=== PROVIDED DATA ===
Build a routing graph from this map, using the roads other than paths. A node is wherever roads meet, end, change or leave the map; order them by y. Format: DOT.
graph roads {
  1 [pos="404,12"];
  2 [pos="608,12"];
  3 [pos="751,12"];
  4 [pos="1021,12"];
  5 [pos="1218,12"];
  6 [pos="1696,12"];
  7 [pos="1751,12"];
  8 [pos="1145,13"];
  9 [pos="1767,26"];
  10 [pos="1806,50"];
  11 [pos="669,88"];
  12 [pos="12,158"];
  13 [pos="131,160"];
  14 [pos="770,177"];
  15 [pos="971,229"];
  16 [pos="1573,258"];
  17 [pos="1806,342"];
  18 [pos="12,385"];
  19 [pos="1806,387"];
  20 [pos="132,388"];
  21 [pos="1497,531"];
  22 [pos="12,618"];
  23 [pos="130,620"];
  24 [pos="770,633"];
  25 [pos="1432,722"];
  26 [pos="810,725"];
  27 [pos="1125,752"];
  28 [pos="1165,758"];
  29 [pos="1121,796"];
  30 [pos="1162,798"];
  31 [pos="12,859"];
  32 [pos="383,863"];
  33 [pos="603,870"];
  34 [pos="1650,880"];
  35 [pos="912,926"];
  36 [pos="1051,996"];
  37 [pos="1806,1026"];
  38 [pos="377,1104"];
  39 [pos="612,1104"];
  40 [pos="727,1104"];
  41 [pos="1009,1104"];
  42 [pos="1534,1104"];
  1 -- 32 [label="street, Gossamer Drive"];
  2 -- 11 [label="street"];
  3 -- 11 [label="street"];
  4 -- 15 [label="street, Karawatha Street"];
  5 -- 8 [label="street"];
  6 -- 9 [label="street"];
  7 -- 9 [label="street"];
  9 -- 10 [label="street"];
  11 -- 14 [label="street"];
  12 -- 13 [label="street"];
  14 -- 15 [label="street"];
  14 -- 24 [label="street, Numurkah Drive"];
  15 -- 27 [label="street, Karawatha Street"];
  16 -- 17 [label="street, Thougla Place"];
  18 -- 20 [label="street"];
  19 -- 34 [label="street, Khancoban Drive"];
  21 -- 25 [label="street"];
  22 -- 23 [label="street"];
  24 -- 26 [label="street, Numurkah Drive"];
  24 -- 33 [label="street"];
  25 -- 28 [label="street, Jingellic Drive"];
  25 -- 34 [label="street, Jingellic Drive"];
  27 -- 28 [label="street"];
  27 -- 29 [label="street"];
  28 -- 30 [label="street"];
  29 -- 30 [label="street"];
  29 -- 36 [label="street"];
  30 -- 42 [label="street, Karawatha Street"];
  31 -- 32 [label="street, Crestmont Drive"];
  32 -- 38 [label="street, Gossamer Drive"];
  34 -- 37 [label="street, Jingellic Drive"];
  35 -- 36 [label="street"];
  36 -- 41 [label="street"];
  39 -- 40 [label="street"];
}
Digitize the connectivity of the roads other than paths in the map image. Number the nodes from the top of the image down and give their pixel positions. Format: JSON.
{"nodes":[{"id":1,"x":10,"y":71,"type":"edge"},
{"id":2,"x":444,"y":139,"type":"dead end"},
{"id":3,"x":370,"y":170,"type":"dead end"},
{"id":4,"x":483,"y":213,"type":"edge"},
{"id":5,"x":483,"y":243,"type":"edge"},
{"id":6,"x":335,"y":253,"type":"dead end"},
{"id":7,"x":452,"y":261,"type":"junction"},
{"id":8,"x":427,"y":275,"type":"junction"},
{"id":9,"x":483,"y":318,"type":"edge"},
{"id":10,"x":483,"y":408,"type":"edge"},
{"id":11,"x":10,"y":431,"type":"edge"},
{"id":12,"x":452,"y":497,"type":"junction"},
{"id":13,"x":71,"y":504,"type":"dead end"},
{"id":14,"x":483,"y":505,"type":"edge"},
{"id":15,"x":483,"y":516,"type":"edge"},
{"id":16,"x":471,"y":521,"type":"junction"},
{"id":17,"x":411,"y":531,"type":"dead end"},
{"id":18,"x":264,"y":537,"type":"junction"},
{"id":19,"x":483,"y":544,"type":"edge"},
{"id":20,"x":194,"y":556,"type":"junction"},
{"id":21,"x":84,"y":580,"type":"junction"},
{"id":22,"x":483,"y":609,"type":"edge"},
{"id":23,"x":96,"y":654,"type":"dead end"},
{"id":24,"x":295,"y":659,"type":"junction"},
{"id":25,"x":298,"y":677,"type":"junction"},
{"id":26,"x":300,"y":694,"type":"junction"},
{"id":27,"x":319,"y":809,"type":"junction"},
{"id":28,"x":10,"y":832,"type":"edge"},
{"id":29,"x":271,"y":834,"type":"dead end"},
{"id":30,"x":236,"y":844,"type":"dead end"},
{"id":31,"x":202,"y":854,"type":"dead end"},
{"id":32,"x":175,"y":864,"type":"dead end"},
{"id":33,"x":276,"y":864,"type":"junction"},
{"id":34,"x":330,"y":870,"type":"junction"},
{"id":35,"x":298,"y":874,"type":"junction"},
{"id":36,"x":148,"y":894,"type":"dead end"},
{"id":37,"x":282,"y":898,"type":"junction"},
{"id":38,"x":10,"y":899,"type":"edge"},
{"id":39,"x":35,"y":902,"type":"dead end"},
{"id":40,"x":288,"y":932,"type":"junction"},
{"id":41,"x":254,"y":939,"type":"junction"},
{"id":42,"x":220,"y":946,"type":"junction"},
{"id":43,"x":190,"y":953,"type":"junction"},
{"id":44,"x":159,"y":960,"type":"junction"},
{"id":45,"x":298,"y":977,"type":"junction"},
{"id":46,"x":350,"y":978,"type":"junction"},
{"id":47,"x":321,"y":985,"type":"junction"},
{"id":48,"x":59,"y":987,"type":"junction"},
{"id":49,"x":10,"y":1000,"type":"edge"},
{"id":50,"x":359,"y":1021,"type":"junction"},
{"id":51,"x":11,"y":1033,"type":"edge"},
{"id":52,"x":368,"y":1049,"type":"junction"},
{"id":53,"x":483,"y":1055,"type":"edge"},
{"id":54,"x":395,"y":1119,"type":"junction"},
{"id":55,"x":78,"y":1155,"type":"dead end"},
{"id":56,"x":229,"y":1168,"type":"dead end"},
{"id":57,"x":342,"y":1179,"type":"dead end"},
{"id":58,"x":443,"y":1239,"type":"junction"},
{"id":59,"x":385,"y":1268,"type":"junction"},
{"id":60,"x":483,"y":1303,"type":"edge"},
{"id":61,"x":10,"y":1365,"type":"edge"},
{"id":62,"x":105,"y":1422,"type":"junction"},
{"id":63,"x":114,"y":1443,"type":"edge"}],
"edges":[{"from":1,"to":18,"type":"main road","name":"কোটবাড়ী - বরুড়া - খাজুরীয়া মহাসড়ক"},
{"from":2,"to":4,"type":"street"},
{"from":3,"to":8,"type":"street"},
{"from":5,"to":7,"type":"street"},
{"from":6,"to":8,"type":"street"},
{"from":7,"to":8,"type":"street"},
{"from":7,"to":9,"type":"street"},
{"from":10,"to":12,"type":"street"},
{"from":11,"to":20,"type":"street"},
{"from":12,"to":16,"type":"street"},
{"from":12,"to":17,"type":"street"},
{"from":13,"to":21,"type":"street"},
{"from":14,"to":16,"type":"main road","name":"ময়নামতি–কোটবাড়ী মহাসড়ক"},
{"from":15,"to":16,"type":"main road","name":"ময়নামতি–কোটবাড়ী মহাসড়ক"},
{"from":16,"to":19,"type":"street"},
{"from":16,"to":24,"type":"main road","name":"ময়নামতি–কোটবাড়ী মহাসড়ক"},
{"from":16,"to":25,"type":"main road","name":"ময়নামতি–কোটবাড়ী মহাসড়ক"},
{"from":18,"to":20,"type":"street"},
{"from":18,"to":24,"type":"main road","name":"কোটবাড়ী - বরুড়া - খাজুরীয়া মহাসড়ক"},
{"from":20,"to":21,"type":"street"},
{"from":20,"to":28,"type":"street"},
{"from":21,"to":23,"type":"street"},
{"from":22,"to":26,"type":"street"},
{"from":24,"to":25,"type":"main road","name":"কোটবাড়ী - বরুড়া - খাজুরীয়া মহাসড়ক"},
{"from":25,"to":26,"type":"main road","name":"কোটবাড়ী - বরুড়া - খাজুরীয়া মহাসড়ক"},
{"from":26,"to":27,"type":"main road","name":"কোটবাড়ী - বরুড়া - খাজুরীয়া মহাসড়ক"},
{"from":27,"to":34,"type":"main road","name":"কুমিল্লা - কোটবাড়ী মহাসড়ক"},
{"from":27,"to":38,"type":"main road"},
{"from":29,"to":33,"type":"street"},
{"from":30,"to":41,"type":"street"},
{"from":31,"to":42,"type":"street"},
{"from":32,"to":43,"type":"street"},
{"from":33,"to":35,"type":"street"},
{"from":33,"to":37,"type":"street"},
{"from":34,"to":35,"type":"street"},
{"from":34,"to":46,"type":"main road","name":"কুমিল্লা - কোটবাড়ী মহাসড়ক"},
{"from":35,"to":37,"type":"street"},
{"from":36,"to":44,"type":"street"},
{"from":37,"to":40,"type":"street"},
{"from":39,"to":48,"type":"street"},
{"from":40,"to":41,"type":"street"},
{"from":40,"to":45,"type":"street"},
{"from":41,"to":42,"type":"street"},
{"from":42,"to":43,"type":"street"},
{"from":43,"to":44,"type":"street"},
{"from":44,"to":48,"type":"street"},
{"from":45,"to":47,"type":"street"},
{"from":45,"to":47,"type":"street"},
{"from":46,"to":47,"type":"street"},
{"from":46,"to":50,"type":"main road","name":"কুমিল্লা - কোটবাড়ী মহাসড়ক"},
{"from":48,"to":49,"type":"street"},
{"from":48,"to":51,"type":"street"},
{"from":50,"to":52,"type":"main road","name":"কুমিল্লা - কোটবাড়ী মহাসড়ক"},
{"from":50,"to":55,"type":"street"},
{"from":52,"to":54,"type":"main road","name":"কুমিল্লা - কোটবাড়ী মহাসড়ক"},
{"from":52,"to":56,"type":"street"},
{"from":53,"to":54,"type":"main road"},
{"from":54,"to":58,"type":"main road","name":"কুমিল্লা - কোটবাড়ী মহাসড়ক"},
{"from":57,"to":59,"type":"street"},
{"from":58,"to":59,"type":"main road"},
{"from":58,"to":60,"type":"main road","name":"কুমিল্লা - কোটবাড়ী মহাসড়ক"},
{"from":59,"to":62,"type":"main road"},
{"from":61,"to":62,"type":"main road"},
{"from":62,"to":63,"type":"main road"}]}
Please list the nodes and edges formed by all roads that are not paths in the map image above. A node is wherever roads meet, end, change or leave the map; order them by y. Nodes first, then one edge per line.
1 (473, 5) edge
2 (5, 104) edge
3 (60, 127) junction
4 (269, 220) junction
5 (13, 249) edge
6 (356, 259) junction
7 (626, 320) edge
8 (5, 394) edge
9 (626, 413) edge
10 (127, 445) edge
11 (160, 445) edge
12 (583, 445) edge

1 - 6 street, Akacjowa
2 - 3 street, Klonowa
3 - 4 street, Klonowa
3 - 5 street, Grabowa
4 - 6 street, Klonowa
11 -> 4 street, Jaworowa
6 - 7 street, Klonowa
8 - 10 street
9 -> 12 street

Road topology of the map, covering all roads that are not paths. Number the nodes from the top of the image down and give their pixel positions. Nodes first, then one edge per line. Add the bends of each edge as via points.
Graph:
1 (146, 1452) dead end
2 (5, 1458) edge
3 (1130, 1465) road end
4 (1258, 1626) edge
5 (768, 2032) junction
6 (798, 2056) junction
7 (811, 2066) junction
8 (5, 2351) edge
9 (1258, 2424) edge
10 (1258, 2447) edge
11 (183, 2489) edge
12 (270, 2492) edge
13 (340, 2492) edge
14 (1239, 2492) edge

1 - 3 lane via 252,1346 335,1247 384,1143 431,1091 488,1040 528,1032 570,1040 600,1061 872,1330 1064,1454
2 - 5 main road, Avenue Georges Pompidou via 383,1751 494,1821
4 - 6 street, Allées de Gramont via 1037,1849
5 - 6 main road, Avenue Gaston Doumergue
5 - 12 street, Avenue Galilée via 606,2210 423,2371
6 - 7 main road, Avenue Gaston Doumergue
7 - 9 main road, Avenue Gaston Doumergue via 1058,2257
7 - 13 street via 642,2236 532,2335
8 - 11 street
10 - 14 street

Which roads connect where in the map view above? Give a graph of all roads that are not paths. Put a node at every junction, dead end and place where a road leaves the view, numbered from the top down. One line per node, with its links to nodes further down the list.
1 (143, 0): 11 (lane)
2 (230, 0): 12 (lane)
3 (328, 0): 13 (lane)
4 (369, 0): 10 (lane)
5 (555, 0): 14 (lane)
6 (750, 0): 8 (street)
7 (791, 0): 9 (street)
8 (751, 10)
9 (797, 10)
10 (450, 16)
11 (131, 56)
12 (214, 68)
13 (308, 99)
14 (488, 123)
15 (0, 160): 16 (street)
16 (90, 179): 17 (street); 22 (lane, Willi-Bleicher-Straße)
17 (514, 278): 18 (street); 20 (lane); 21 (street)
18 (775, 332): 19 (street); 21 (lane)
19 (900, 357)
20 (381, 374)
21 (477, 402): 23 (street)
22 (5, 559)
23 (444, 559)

=== EXERCISE ===
All lines in the records above with "Karawatha" need to be found and copied.

=== WRITTEN REPLY ===
  4 -- 15 [label="street, Karawatha Street"];
  15 -- 27 [label="street, Karawatha Street"];
  30 -- 42 [label="street, Karawatha Street"];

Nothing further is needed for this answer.